A second way of bringing community into classrooms has been to treat cultural diversity, especially social practices, forms of discourse, or modes of reasoning, as an asset for instruction. This entails helping teachers envision the value of these practices while guiding them in connecting them strategically to the process and content of classroom instruction. Carol Lee's research on “cultural modeling,” for instance, seeks to establish productive pedagogical connections between students' everyday experiences and academic learning by starting with everyday experiences from African American students' lives, analyzing texts by African American writers who use African American Vernacular English (AAVE) and the rhetorical strategies of that culture, and then analyzing other literary traditions.

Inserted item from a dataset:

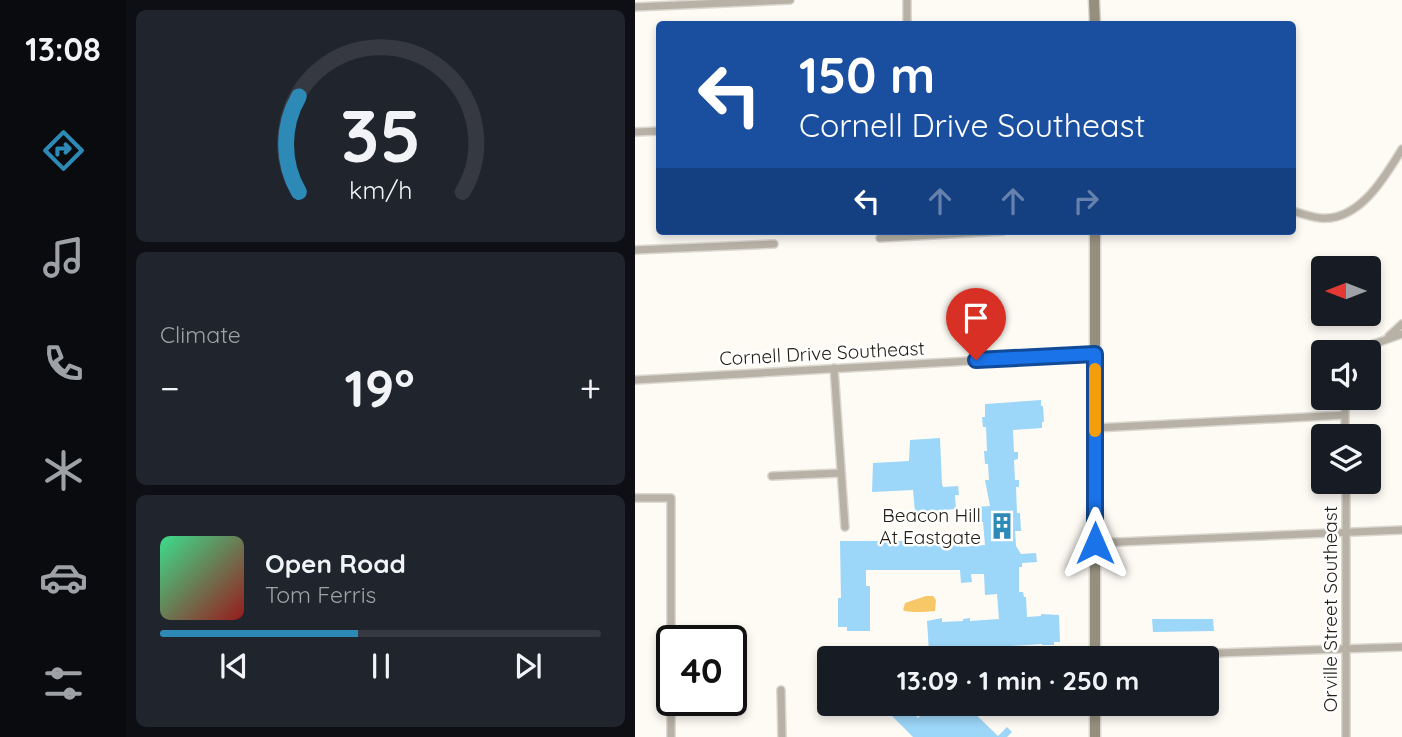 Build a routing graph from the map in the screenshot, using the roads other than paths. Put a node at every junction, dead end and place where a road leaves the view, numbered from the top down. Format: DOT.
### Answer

Norma González, Luis Moll, and Cathy Amanti collaborated with teachers in conducting ethnographically informed household research to identify and document the “funds of knowledge” of students' families. Working in collaborative teams, teachers then conceptualized how to transform what they learned from the families into curricular goals, lesson plans, and practices. In these examples, teachers must both overcome any deficit assumptions about the students, families, or their practices and avoid dismissing the value of working-class families' knowledge when compared to the academic curriculum. This capacity to understand and appreciate others who may be significantly different from oneself, and make connections through students' experiences to classroom learning, while positioning oneself strategically both in and out of classrooms, represents a difficult but fundamentally important challenge for contemporary teachers, especially given changing student demographics. Recent research provides documentation of various ways to bring community into classrooms, including home–school relations, connections between home and school literacy, and as part of broader educational reforms.

A third way of bringing community into classrooms has been through the participatory action research of students, where the community itself becomes a site for research about issues that matter to students or their families. Research by Julio Cammarota, for example, depicts how high school students satisfy their social science requirements for their senior year while learning how to apply ethnographic methods to the study of their schools and communities. Students conduct observations of social settings, carried out weekly for several months, and document their findings in multiple modes, such as field notes, poetry, photos, and videos. These become tools for expanding students' thinking. The process of observing and documenting creates new student-generated knowledge concerning the details of social problems, such as racism or poverty, and their connection to school conditions. Students share their insights with others, including school officials, their families, and professional researchers, which, in turn, motivates students to prepare themselves academically and become advocates for social justice.